= BBC Radio Scotland late-night schedule changes (2025–2026) =

BBC Radio Scotland changes (2025–2026)

BBC Radio Scotland late-night music programming controversy (2025–2026) refers to the public and industry response to changes to BBC Radio Scotland’s late-night music schedule, announced in late 2025 and introduced from Januar y 2026. The changes replaced several curator-led late-night programmes with the weekday strand Up Late, and introduced new weekend programmes, including Roddy Hart’s Mix Tape. Many musicians, industry organisations, and the Scottish Government expressed concern that the changes would limit opportunities for music discovery and career development for Scottish artists. BBC Scotland stated that it remained committed to specialist music and supporting Scottish talent across its schedule.

== Background ==
In November 2025, The Herald reported that BBC Radio Scotland would wind up several established late-night music programmes as part of a strategy intended to give late-night output “broad mainstream appeal”. The report described a commissioning brief seeking proposals for a new late-night show featuring “more mainstream, easy listening tracks” aimed at audiences aged 45 and over, and framed as a “late-night companion to wind down the day” with “intelligent speech between the tracks”.
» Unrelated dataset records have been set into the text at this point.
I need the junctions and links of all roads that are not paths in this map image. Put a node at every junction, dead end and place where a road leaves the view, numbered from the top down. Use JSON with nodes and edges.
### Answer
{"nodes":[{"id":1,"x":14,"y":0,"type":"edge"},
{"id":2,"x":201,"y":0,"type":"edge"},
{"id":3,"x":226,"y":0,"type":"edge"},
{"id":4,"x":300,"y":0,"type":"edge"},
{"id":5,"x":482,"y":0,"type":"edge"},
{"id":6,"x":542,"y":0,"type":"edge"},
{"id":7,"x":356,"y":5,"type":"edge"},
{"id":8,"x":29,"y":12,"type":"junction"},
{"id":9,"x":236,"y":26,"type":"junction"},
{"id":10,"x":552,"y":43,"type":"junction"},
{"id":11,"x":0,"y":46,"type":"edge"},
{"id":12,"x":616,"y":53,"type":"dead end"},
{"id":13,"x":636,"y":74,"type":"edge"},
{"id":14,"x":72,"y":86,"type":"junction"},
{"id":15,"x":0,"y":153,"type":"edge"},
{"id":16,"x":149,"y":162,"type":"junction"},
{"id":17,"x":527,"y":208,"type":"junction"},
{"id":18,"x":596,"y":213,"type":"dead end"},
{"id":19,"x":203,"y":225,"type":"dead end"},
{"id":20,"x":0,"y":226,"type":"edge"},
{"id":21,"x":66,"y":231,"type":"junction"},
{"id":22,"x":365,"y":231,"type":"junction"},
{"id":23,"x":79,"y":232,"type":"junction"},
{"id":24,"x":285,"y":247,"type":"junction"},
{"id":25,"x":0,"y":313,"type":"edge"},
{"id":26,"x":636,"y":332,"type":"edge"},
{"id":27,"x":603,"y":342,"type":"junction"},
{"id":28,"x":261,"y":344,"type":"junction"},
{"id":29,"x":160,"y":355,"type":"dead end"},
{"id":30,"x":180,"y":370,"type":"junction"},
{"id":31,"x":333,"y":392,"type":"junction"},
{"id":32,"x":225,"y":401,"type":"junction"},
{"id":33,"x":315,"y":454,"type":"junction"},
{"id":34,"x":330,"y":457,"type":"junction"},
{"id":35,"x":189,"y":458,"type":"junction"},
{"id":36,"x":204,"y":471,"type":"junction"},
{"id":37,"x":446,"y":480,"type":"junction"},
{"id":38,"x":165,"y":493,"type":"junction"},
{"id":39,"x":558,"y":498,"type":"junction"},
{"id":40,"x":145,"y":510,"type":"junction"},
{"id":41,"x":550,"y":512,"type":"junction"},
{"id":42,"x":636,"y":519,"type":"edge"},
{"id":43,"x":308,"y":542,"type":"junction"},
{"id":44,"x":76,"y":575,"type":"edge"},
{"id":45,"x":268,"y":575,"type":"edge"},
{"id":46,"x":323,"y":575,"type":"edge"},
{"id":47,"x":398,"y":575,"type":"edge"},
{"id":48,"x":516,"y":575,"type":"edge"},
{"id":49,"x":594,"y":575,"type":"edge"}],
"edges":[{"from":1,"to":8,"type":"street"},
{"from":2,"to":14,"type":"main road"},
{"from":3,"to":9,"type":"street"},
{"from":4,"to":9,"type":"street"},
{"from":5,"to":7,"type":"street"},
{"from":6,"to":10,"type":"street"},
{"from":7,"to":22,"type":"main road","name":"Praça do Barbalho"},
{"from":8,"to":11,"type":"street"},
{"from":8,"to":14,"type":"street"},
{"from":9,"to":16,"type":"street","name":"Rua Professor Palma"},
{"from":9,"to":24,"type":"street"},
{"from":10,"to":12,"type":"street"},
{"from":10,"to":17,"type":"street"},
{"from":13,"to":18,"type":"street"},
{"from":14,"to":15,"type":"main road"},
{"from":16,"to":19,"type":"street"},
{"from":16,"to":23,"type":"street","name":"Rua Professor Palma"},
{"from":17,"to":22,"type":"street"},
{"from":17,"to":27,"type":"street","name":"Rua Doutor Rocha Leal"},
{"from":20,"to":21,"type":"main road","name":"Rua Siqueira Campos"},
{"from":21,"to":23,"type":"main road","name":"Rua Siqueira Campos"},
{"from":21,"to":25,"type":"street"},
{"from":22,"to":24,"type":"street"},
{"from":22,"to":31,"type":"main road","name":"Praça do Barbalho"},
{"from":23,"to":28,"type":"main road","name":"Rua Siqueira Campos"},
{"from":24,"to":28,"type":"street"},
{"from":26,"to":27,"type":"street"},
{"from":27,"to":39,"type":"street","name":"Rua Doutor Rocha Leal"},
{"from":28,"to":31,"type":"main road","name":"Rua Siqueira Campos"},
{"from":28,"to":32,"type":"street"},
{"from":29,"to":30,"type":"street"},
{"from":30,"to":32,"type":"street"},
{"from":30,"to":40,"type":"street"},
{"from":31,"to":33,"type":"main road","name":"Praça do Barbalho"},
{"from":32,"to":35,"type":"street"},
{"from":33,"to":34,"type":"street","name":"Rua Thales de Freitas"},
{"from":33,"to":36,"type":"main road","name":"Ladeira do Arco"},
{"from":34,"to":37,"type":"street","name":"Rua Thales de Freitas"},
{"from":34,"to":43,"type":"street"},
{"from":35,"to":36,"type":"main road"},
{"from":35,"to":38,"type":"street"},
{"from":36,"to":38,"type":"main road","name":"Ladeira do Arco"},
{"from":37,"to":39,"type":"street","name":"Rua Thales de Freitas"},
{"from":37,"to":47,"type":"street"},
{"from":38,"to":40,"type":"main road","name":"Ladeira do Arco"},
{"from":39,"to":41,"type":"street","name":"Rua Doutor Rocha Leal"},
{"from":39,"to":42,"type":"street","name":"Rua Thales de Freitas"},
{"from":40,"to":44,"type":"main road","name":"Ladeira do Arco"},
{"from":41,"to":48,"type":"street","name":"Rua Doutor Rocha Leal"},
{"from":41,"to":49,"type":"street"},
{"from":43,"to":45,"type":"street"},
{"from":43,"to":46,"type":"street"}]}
The planned changes drew criticism from musicians and industry bodies who said the programmes provided an important platform for new Scottish music and independent artists, and that the replacement format risked homogenising output.

== Programming changes ==
=== Up Late ===
BBC Radio Scotland launched Up Late as a weekday strand, published as a programme brand on BBC Sounds. In later reporting, The Herald described Up Late as a “playlist-led programme” replacing “curator-led specialist shows” which previously aired between 10pm and midnight, Monday to Thursday.

BBC Scotland addressed the changes via its public complaints process page. Luke McCullough, Corporate Affairs Director for the BBC in Scotland, wrote a letter to The Scotsman, stating that the replacement programmes "continue BBC Radio Scotland’s commitment to showcase the best from Scotland’s music industry and beyond, including unsigned bands".

=== Weekend output and Roddy Hart's Mix Tape ===
Weekend late-night output was branded with the Roddy Hart's Mix Tape programmes, published as a BBC Sounds brand. BBC Media Centre published schedule notes for the revised late-night weekend output.

== Presenters and discontinued programmes ==
The Herald reported that late-night programmes associated with Billy Sloan, Iain Anderson, Natasha Raskin Sharp and Roddy Hart would be ended or replaced in the overhaul.

In November 2025, musicians quoted by The Herald criticised the decision. Singer Iona Fyfe said ending Anderson’s show “equates to cultural vandalism”. Emma Pollock described the loss of multiple programmes as “absolutely devastating” and “short-sighted”.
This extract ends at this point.